Cada pessoa encontrará as suas respostas e construirá as suas próprias metáforas. “Essa liberdade de apropriação foi o que se procurou promover com o caderno de exercícios, a que se chamou ‘Diário de Exploração do Mundo’.” Onde não há respostas certas ou erradas. “O que nos importa é sobretudo acicatar a curiosidade das pessoas para se interessarem pelas suas emoções”, conclui.
Ilustrar um exercício de autoconhecimento
A ilustradora e designer do livro, Madalena Bastos, diz ao PÚBLICO que “foi muito desafiante ilustrar emoções, algo que sentimos, mas não vemos, algo que não tem forma, mas tanto significado e que todos sentimos de maneira diferente”.
Conta-nos via email que o trabalho foi muito colaborativo: “A criação deste livro foi desde início um processo a quatro mãos, nunca deixámos de manter o contacto e conversar. Estivemos sempre presentes no trabalho um do outro, em constante mudança e simultânea sintonia.”
Foi num destes encontros que chegaram à ideia do universo como metáfora para a exploração das emoções. “Foi em conversa e discussão com o escritor, de que forma poderíamos ilustrar emoções, que me surgiu a ideia de transformá-las num universo como uma metáfora. O David entusiasmou-se, logo o texto também sofreu muitas transformações e os desenhos foram surgindo de uma forma muito fluida. Para muitos, as emoções são como o universo: pouco exploradas.
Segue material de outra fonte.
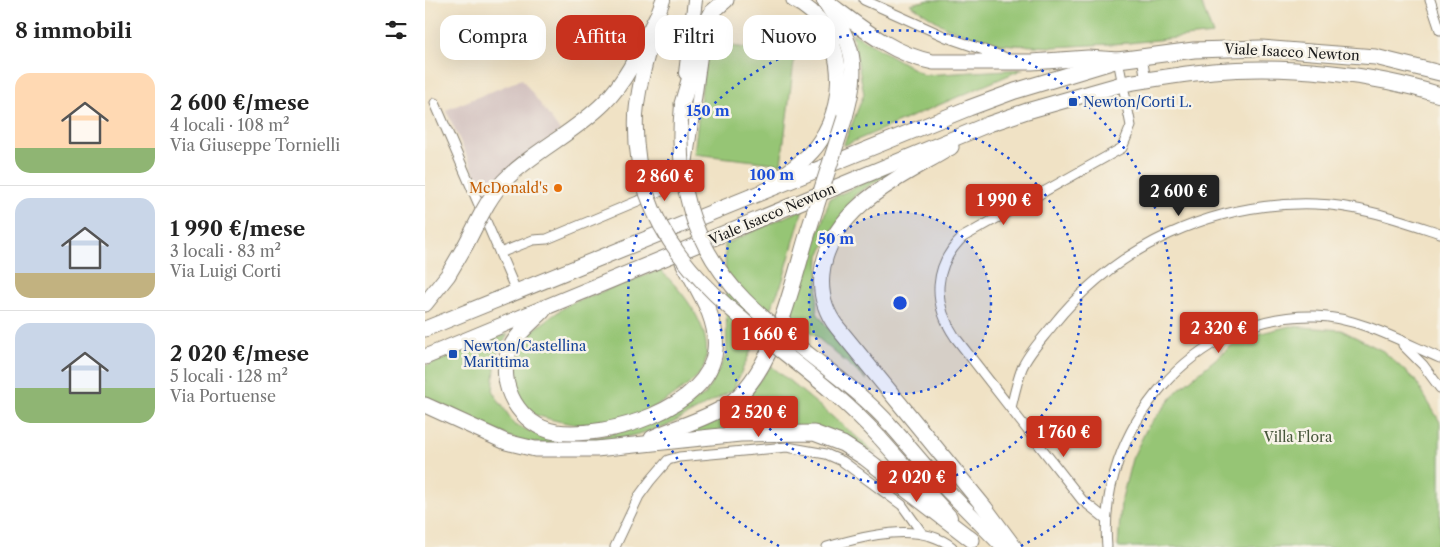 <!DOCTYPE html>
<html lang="it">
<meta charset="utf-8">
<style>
:root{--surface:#fff;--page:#f2f2f2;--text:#222;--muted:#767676;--line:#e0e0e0;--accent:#c8321e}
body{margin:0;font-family:"Libre Caslon Text",serif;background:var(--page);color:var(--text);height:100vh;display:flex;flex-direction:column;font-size:19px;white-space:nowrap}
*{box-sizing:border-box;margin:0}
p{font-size:16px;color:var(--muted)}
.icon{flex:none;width:28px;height:28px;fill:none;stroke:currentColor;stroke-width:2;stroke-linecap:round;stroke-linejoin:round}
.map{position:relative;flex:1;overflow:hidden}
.drawer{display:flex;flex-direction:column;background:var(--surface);width:425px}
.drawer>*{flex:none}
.guide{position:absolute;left:15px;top:15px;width:475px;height:45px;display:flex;gap:10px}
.price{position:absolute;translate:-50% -42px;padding:0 11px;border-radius:5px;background:var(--accent);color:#fff;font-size:16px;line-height:32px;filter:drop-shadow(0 1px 2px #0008)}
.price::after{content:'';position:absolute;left:50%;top:30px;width:15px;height:11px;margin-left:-8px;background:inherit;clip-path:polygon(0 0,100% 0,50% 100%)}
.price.selected{background:#222;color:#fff}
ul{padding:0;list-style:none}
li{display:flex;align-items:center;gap:15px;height:125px;padding:0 15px}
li+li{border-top:1px solid var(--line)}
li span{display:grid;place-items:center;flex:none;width:140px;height:100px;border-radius:15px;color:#555}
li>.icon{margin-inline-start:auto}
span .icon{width:60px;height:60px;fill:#fffc;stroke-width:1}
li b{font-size:21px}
h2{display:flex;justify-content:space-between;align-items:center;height:60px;padding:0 15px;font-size:21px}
.chip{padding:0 18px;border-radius:15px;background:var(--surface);box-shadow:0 5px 20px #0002;font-size:18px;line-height:45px}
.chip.selected{background:var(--accent);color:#fff}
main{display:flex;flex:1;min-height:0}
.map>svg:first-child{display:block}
.industrial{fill:#d1bfbd}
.green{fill:#96c574;stroke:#597048}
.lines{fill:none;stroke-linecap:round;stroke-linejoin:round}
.minor-casing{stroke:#867f70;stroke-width:11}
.secondary-casing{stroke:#867f70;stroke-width:16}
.primary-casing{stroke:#867f70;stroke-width:17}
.trunk-casing{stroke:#867f70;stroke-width:17}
.minor{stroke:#fff;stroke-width:9}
.secondary{stroke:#fff;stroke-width:14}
.primary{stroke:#fff;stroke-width:15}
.trunk{stroke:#fff;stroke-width:15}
.secondary-bridge-casing{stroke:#867f70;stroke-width:16;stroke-linecap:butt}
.trunk-bridge-casing{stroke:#867f70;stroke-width:17;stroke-linecap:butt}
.secondary-bridge{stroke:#fff;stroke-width:14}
.trunk-bridge{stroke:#fff;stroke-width:15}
.ring{fill:none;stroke:#1d4ed8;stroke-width:2.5;stroke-dasharray:2.5 5}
.transit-dot{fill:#1a4fb4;stroke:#f7f3e8;stroke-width:2}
.food-dot{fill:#e8710a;stroke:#f7f3e8;stroke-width:2}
.labels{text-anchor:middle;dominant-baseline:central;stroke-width:5;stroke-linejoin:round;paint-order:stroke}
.street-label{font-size:14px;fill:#1c1c1c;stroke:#f7f3e8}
.transit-label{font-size:14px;fill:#164399;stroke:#f7f3e8;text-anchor:start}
.food-label{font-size:14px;fill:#c56008;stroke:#f7f3e8;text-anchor:end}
.park-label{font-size:14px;fill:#47573b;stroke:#f7f3e8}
.centre{fill:#1d4ed8;stroke:#f7f3e8;stroke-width:2.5}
.ring-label{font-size:15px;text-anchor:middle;font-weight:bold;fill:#1d4ed8;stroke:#f7f3e8;stroke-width:5;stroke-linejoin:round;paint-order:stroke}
</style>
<main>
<section class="drawer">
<h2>8 immobili<svg class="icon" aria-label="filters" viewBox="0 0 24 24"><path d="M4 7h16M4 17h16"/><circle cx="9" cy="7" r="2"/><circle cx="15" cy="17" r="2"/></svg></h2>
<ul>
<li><span style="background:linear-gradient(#ffd9b3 75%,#8fb573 0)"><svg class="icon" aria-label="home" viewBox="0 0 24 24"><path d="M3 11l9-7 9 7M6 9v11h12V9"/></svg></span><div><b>2 600 €/mese</b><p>4 locali · 108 m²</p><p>Via Giuseppe Tornielli</p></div></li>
<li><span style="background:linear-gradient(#c9d6e8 75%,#c2b280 0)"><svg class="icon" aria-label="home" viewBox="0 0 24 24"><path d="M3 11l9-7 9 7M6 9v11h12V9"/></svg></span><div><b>1 990 €/mese</b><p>3 locali · 83 m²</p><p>Via Luigi Corti</p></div></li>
<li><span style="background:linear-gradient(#c9d6e8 65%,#8fb573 0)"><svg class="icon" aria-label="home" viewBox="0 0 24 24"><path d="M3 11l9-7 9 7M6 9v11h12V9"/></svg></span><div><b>2 020 €/mese</b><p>5 locali · 128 m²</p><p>Via Portuense</p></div></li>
</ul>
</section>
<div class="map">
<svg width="1015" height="547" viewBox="0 0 1015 547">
<rect width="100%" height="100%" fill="#f7f3e8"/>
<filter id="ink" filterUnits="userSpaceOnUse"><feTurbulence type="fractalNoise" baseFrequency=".02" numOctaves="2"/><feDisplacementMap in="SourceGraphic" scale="10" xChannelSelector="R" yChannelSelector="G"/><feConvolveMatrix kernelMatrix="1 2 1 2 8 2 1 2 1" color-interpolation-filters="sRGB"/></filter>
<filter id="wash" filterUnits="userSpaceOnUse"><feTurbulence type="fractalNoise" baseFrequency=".0096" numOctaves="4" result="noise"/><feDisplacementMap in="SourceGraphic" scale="20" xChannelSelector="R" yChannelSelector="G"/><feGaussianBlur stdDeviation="1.12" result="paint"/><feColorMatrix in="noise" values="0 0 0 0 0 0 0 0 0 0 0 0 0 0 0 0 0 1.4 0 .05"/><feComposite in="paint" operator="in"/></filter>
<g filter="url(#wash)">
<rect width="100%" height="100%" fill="#f0e2c5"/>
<path class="industrial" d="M 97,79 L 135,131 L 77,175 L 59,194 L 21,110 Z"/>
<g class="green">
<path d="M 505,0 L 775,0 L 788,34 L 704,43 L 628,47 L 572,44 L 522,28 L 485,4 Z"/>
<path d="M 427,33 L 499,75 L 598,69 L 418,146 L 439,94 Z"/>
<path d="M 282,43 L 370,54 L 356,164 L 269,154 Z"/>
<path d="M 475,166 L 430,195 L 394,255 L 392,313 L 442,380 L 365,314 L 405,199 Z"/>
<path d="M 378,209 L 357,283 L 308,390 L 240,427 L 194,439 L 145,446 L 96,442 L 0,397 L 0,366 L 83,334 L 71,356 L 68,392 L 90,425 L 126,440 L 174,437 L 235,420 L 280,395 L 302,354 L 300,244 Z"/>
<path d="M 235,270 C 258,291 291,332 279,366 C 274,379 257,389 246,397 C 227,410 202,421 180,424 C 153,428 126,420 101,412 L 85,386 L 88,355 L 107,331 L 144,304 Z"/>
<path d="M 865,326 L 916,330 L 958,351 L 990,380 L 1015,422 L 1015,537 L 1010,547 L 693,547 L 696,502 L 707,459 L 722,428 L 753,390 L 816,338 Z"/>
<path d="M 346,366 L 361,378 L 452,454 L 428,443 L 373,426 L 254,435 L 298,418 L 325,392 Z"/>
</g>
</g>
<g filter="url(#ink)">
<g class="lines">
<defs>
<g id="minor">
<path d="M 439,0 L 521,37 L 579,57"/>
<path d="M 1005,0 L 1015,30"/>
<path d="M 717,57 L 721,81"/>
<path d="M 10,103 L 92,293"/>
<path d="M 75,253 L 108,240 L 122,239 L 258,182 L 261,176 L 278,53"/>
<path d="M 978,345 L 998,365 L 1015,388"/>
<path d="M 586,408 C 589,395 592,381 597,368 C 604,352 618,338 628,325 C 691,246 789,201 890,204 C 933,205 975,220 1015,233"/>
<path d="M 681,519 L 657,500 L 530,337 C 507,303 508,266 538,237 L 697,148 L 706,126 L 693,60"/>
<path d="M 190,547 L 214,496 L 225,481 L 243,460 L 254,457 L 362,447 L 401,454 L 417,461 L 477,505 L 497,533"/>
<path d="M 402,547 C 439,536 494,521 527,547"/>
<path d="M 682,547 C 672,430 769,313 890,316 C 933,317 976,341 1015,358"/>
</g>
<g id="secondary">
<path d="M 232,16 L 238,0"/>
<path d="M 261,73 L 270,0"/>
<path d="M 468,428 L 517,485 L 578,547"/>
<path d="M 454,437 L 525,517"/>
</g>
<g id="primary">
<path d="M 399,0 C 433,25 466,54 508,62 L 607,62 L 663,58 L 693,60 L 769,50 L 836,48 L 950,57 L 1015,73"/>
<path d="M 697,84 C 727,79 758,74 788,71 C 860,65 946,73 1015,95"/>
</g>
<g id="trunk">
<path d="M 399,0 C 429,45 435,64 420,117"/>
<path d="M 257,104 L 281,23 L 287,12 L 301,0"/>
<path d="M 526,147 C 477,177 411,204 398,266 C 394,288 398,309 412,327 L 560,508 L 589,547"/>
<path d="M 349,182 C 366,170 384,158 395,141 C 425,98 420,25 369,0"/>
<path d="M 0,304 L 23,275 L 40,246"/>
<path d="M 118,311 C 106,323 90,335 84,351 C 71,385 95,426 131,432 C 181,439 284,409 290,350 C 294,319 272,289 258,262"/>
<path d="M 0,329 L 544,108 L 590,91 L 693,60"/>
<path d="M 0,357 L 564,124 L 602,111 L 697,84"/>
<path d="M 0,405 L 81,442 L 110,449 L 171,449 L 315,434 L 389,433 L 418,444 L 440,458 L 547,540"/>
<path d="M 227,438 C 251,427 279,420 301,406 C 350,375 367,283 384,229"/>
</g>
</defs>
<use href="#minor" class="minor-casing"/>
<use href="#secondary" class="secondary-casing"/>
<use href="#primary" class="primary-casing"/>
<use href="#trunk" class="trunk-casing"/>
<use href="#minor" class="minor"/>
<use href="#secondary" class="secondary"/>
<use href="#primary" class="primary"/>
<use href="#trunk" class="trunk"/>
<defs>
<g id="secondary-bridge">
<path d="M 228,34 C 221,61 213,87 211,115 C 204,280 361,334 454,437"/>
<path d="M 257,104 C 250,179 265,244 319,299 C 365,346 424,378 468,428"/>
</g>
<g id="trunk-bridge">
<path d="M 384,229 L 420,117"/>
<path d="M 40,246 C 52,224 62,199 79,181 C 107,152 149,133 179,103 C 203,79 217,46 232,16"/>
</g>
</defs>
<use href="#secondary-bridge" class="secondary-bridge-casing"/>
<use href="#trunk-bridge" class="trunk-bridge-casing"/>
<use href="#secondary-bridge" class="secondary-bridge"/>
<use href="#trunk-bridge" class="trunk-bridge"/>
</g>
</g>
<circle cx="475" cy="303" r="91" fill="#1d4ed8" fill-opacity=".12"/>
<g class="ring">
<circle cx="475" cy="303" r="91"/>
<circle cx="475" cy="303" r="181"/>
<path d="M354 546A272 272 0 1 1 596 546"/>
</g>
<g class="transit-dot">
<rect x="643" y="97" width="10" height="10" rx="2.5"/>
<rect x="23" y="349" width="10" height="10" rx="2.5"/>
</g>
<circle class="food-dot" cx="133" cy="188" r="5"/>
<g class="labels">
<g class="street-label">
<text transform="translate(867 52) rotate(3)">Viale Isacco Newton</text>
<text transform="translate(347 214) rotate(-23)">Viale Isacco Newton</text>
</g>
<g class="transit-label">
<text x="658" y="102">Newton/Corti L.</text>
<text x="38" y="346">Newton/Castellina<tspan x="38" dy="16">Marittima</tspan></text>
</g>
<g class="food-label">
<text x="123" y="188">McDonald's</text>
</g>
<g class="park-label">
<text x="873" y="437">Villa Flora</text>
</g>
</g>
<circle cx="475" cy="303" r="8" class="centre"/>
<g class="ring-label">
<text x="283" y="116">150 m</text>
<text x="347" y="180">100 m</text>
<text x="411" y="244">50 m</text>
</g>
</svg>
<b class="price" style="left:240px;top:202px">2 860 €</b>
<b class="price selected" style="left:754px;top:217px">2 600 €</b>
<b class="price" style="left:579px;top:226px">1 990 €</b>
<b class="price" style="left:794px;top:354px">2 320 €</b>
<b class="price" style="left:345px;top:360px">1 660 €</b>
<b class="price" style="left:334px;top:438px">2 520 €</b>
<b class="price" style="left:639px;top:458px">1 760 €</b>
<b class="price" style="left:492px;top:503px">2 020 €</b>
<div class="guide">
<a class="chip">Compra</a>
<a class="chip selected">Affitta</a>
<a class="chip">Filtri</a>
<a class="chip">Nuovo</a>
</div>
</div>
</main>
E eu decidi explorar mais as minhas e só depois ilustrar”, descreve.
A ilustradora, que considera o livro um “objecto gráfico único e muito bem produzido”, diz-nos que foi todo “ilustrado digitalmente no Adobe Photoshop; para ilustrar elementos abstractos como o universo e emoções, essas ferramentas oferecem um maior leque de possibilidades”.
Criadora da marca Mariqosa, que produz “jogos pedagógicos, livros didácticos e infinitas brincadeiras”, Madalena Bastos conta ainda como este trabalho a envolveu: “É curioso perceber o quão insignificante somos em relação às nossas emoções. Eu, que pensava conhecê-las, quando comecei a elaborar os exercícios do Diário de Exploração, houve vários em que foi bastante desafiante, para mim, pensar sobre eles.”
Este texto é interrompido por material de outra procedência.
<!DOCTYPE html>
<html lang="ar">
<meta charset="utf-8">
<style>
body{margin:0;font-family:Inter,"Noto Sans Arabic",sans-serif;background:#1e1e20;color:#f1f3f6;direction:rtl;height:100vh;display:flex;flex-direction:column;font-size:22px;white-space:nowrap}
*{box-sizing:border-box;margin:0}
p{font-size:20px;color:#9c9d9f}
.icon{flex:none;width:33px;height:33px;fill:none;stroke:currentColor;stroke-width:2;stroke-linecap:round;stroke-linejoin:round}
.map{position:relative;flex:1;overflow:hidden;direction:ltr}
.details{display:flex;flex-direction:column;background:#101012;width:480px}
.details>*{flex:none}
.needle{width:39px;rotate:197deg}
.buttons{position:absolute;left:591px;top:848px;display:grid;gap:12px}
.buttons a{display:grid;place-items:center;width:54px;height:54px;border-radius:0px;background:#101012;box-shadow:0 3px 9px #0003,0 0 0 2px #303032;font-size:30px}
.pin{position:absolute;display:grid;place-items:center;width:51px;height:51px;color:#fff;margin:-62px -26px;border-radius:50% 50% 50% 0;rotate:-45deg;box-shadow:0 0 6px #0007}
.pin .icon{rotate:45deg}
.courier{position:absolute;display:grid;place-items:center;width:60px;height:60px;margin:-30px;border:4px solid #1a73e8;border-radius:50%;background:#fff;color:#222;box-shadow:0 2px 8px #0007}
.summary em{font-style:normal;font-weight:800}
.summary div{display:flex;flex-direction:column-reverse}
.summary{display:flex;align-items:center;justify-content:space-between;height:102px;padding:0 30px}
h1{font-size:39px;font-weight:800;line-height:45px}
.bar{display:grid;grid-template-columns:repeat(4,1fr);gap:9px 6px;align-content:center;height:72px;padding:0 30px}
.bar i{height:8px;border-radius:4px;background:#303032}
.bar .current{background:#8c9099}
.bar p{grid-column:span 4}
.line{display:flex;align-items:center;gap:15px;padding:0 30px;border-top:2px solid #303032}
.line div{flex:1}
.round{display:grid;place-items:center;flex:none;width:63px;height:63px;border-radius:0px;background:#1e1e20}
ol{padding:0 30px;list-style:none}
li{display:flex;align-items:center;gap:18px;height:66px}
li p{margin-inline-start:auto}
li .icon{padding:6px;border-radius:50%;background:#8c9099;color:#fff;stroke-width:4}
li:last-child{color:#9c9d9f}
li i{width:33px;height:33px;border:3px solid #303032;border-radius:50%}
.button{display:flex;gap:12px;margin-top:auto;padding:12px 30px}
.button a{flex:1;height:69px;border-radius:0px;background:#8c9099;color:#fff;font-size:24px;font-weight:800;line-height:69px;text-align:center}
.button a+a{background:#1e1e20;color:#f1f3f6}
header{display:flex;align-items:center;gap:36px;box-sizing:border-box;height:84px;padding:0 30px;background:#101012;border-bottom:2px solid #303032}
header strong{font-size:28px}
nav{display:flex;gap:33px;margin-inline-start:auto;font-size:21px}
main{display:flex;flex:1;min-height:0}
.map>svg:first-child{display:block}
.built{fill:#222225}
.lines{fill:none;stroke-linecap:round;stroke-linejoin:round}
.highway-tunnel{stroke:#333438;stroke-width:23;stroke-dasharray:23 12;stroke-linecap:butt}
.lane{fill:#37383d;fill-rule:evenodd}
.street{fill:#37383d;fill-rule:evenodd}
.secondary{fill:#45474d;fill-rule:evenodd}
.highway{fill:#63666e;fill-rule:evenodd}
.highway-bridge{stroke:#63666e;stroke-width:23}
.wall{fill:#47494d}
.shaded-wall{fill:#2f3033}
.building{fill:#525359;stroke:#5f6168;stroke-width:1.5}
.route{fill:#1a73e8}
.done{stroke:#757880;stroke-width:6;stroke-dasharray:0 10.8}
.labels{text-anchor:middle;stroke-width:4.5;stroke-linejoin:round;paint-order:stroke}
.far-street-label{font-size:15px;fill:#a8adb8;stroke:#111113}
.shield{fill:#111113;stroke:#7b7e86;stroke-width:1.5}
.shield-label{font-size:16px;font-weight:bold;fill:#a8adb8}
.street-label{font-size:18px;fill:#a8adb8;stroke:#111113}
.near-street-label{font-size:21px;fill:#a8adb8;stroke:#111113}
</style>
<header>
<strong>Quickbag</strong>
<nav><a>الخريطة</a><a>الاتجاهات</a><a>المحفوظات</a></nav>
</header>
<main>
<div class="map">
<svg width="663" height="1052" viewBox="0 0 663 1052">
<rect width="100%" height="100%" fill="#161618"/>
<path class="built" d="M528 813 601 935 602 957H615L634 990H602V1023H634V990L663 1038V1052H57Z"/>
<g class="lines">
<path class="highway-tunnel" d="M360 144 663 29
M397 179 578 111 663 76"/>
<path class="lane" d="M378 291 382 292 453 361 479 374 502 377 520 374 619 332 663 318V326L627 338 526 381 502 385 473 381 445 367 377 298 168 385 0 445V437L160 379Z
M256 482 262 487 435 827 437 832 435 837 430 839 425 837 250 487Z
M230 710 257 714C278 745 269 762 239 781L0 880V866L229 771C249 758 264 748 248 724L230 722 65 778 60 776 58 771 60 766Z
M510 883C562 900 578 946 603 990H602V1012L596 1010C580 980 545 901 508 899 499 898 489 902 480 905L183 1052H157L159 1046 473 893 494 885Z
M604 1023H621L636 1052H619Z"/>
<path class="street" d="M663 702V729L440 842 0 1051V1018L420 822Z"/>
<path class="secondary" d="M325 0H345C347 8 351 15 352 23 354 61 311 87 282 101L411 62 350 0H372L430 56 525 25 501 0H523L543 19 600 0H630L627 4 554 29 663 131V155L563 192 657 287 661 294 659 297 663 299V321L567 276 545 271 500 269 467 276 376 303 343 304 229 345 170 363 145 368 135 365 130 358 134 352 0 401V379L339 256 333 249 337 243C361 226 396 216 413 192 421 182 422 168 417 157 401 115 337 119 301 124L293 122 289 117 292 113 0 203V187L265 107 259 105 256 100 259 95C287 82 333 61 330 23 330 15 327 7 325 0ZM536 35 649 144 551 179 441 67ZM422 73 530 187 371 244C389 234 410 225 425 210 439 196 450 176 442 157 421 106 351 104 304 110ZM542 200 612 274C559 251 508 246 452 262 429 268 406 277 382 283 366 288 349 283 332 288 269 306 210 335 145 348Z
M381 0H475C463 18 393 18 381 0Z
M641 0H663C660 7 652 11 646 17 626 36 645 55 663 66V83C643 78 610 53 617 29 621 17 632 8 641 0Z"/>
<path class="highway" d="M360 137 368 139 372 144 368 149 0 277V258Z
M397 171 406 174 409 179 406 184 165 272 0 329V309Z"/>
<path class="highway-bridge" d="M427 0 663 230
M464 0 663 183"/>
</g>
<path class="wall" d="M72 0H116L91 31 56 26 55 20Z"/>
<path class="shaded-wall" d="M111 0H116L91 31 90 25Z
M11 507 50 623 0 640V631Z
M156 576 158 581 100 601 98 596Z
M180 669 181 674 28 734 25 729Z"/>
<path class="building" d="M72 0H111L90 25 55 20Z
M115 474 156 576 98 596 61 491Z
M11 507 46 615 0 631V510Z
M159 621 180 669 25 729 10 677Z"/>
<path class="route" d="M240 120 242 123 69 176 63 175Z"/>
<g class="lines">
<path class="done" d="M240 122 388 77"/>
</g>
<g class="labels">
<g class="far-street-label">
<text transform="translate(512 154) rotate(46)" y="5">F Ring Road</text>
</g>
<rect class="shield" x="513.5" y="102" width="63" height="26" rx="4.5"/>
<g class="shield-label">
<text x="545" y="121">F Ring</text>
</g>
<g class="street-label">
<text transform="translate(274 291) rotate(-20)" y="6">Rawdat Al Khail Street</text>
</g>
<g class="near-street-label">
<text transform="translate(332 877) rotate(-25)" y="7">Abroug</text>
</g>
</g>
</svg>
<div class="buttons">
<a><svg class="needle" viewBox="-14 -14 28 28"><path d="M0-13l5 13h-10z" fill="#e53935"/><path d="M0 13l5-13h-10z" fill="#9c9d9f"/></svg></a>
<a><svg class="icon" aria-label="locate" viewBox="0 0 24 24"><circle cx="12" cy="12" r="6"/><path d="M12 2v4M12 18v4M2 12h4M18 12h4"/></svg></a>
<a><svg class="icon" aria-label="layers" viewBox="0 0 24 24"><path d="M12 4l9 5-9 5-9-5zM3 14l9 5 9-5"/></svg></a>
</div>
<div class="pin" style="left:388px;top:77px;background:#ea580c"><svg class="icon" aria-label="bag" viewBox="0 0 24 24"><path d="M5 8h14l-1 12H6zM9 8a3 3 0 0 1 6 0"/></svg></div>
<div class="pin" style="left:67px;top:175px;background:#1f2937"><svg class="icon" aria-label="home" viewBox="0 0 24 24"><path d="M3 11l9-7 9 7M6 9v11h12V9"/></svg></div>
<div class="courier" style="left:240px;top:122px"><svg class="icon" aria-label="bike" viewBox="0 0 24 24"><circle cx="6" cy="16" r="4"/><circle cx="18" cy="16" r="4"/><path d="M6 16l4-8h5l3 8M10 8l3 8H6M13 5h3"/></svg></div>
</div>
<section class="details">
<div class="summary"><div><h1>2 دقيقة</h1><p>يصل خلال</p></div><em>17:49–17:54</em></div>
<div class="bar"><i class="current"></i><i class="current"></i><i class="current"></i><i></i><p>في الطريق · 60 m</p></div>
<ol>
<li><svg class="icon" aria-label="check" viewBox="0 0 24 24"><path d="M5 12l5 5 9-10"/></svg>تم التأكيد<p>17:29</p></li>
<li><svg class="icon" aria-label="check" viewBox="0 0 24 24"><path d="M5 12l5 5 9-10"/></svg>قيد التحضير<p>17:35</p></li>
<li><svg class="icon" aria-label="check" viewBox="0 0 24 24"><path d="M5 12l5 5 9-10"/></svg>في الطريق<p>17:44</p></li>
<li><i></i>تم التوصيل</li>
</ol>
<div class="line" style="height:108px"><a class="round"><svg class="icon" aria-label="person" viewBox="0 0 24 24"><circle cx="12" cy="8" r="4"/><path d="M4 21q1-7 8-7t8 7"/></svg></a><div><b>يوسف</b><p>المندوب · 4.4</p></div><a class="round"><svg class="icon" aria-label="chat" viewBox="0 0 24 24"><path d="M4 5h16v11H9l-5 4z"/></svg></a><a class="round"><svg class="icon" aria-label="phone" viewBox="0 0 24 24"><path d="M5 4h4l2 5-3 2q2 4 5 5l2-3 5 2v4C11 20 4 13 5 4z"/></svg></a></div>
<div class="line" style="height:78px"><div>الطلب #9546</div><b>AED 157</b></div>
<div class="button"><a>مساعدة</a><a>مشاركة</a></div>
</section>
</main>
Põe a hipótese de que para algumas crianças tenha sido mais fácil e para outras mais difícil. “Penso que o grau de dificuldade vai ser sempre um exercício de autoconhecimento e de perceber o que nos é mais sensível.”
Pela sua parte, David Guedes sente-se satisfeito por “perceber que há psicólogos a usarem partes do diário para sessões de psicoterapia, em actividades de grupo numa escola ou em formações numa empresa”. Mas há também “leitores intrépidos, que têm abordado os desafios por si mesmos”.
Assim, ficam cumpridos os objectivos de que a obra fosse “usada livre e autonomamente por quem, por algum acaso, se cruzasse com ela e quisesse experimentar por si, mas também o de servir de recurso para o trabalho dos psicólogos”. Este último propósito justifica o apoio de um orçamento participativo da delegação regional do Sul da Ordem dos Psicólogos.
Odisseia de Emoções, segundo David Guedes, tem permitido que alguns leitores mais velhos encontrem mensagens com significado para si. “Isto não é totalmente acidental, pois embora se tivesse pensado nas crianças e jovens como principais destinatários, deixaram-se várias ideias que talvez só os leitores mais velhos apreendam na totalidade.” Fizeram bem.